President Trump once said that he could beat Oprah if she ran against him in 2020. But the question is: Is she even up for the fight?
Back then, no one in their wildest dreams thought that the question could be anything serious. But if 2016 has taught us anything, it is that the famous catchphrase “impossible is nothing” stands true.
So, here we are in 2018, with people discussing with all seriousness (some even hoping for) a showdown between the two former TV stars.
If someone were to ask me: Does Oprah have what it takes to be POTUS? My answer would be that there are three selling points to that end: One is that she is a woman; she would appeal to women voters.
The second is that Oprah Winfrey will appeal to African-Americans as well. It’s pretty clear that if African-Americans had turned out to vote in 2016 in the same proportion they turned out in 2008 and 2012 in certain swing states, Wisconsin in particular, we would not be looking at Donald Trump in the White House right now.
Third, referring to the clip titled “Oprah won’t run in 2020, but I could beat her” -- there’s an interesting moment in that clip which shows the difference between Trump and Oprah, because when Trump spoke, one can easily notice it was all about him. Conversely, in her signature show, when Oprah spoke, it’s all about the American people.
Undoubtedly, she does have tremendous influence over public opinion. It’s called the Oprah effect -- it’s the power of her endorsement to influence public opinion. Three examples (among many) to testify to the Oprah effect are as follows: a) What happened to beef prices after she said she’d never eat another hamburger again because of the mad cow disease? Prices sank to a 10-year low (1996); b) Toni Morrison’s book got a bigger sales boost for Oprah’s endorsement than from being awarded the Noble Prize for Literature; c) the Weight Watchers stock doubled when it was announced that she was buying a 10% stake.
Trump has been unable to get any significant legislation passed. He does not know how to work with congress because of his inexperience and personality, and that in itself is extremely problematic, since the system is designed in a way that requires the president to work with the legislature and be checked by the court system.
Oprah Winfrey does not have such constraints.
Kingmaker or king?
One can recall her ultimate endorsement, which was for Barack Obama when he first ran for president. Oprah said: “The reason I love Barack Obama is because he speaks to the potential inside every one of us, each one of us has a calling and a potential here on Earth to do the good and great thing, and he knows that.”
To that end, I ask: Would she be better placed as the kingmaker rather than king?
Linking the past with the present, we all know when Oprah endorsed Obama as she was passionate about Obama’s work and plans throughout his eight years of presidency.

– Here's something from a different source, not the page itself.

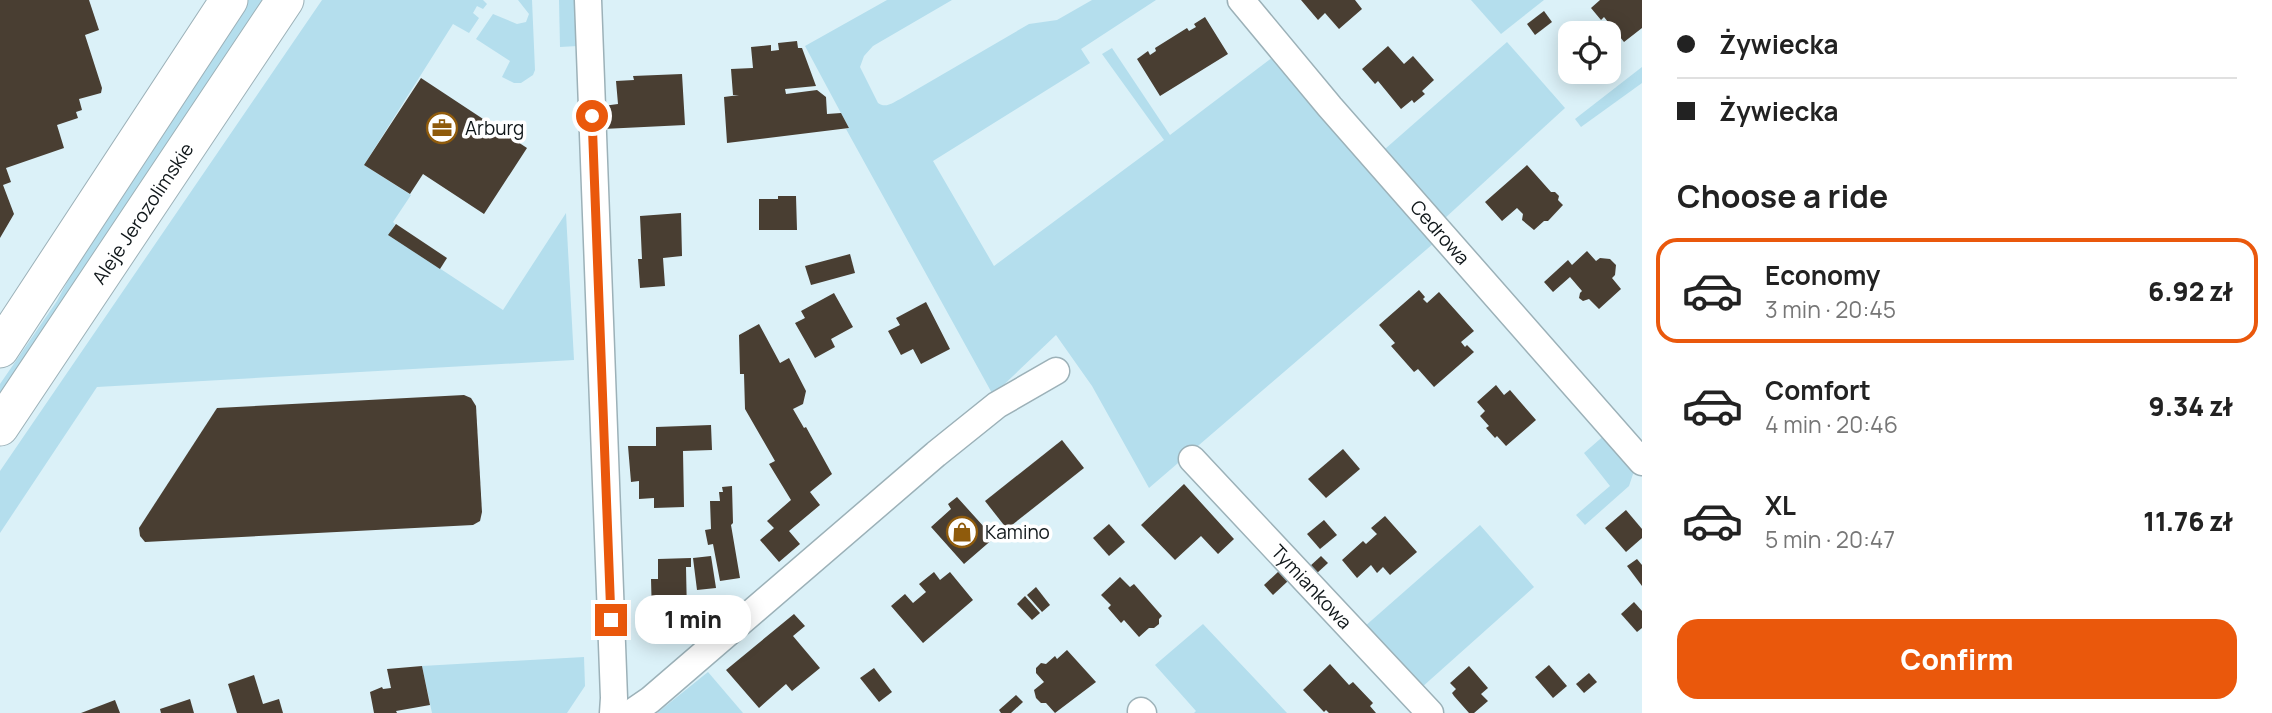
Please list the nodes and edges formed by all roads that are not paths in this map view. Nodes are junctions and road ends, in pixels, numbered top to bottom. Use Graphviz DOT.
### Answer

Now, if there is someone who comes out of the Democratic Party, a rising star like Kamala Harris, for example, could be a very powerful combination if she were to be endorsed by Ms Winfrey. But, if no one comes out from within the Democratic Party for presidential nomination, then it means that the party still remains unsettled and divided.
A race at the top
America has always been a country where there is plenty to speculate about celebrities. Even so, it’s not entirely the fault of the celebrity culture that Winfrey’s name is on the cards for the next US presidential elections.
In fact, with the advent of social media, news and fake news travel so fast that illusions are now powerful and common, the audience and spectators in the social media are left confused and hoping for a “Winfrey” presidency.
I do think that when people can’t get a grasp on issues, it opens up the space for illusions to linger. Bearing this in mind, another important aspect I must add regarding Oprah and a potential presidential run is the elephant in the room: Race.
Donald Trump’s presidency has exposed too many unhealed wounds in the US’s race politics -- and if Oprah Winfrey was to consider a presidential run, she’s going to have problems with the demographic that brought Trump into office.
Finally, America may get tired of entertaining their news headlines with showbiz presidents.
I suspect the next president voted into power would be more of a technocrat. However, it is still uncertain as to which party is on the rise right now.
Although it is too early to say now, it will certainly be a figure who has demonstrated that he/she can work across the aisle -- and, that being said, if Oprah were to run, the Democratic establishment would be salivating to get her on board.
Md Sharif Hasan is a commentator on international politics, and is currently working as a field researcher on behalf of Centre for Genocide Studies (CGS), University of Dhaka.